Stored items
###
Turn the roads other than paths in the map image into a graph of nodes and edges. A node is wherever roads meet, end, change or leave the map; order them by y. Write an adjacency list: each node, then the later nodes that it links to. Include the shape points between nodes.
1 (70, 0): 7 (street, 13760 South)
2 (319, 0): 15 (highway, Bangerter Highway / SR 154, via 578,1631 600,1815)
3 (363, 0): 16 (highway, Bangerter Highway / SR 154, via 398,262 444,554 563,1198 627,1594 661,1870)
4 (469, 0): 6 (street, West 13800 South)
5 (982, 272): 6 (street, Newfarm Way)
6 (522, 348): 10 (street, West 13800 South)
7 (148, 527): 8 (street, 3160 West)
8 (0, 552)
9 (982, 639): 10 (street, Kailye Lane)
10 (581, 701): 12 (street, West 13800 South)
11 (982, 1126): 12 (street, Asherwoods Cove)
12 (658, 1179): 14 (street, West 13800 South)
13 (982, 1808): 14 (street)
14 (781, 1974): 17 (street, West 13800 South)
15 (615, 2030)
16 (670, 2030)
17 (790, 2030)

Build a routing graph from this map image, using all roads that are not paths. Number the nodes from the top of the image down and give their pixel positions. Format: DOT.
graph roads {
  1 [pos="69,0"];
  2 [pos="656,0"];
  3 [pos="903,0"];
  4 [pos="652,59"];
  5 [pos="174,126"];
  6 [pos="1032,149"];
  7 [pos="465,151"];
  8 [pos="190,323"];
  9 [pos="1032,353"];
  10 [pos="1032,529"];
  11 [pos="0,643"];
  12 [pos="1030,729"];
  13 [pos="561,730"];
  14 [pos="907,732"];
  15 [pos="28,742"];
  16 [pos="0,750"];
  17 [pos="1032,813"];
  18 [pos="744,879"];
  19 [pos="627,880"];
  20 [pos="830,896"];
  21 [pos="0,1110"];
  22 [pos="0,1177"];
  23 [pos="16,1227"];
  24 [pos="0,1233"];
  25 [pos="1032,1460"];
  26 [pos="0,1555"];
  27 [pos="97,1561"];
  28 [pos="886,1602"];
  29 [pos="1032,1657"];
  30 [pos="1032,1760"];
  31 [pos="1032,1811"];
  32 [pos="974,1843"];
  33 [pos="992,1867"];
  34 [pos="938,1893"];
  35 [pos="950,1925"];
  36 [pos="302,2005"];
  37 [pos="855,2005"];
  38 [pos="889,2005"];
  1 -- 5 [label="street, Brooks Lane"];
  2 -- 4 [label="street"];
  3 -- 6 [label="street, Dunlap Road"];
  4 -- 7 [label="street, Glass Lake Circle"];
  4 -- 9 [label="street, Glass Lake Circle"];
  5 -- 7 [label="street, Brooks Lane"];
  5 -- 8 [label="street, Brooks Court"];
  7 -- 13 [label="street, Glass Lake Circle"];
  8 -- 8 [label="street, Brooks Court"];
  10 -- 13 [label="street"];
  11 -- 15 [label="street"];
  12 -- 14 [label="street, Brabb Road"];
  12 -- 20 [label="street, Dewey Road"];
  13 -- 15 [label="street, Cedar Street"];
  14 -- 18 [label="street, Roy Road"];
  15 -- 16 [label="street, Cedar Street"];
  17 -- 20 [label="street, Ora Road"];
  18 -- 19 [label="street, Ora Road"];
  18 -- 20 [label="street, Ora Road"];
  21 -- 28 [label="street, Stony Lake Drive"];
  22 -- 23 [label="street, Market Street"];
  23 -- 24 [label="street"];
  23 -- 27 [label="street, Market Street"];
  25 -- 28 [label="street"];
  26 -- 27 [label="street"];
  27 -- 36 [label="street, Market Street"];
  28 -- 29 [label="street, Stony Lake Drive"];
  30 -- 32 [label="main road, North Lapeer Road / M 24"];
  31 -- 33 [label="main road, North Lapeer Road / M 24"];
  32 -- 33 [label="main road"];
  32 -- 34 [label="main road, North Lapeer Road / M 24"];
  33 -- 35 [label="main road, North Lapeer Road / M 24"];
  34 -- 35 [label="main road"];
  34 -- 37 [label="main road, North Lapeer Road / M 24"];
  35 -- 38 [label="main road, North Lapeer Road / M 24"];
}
###
What is required ▸
Using the records above, find and show each line with the string "Stony".

Your response ▸
  21 -- 28 [label="street, Stony Lake Drive"];
  28 -- 29 [label="street, Stony Lake Drive"];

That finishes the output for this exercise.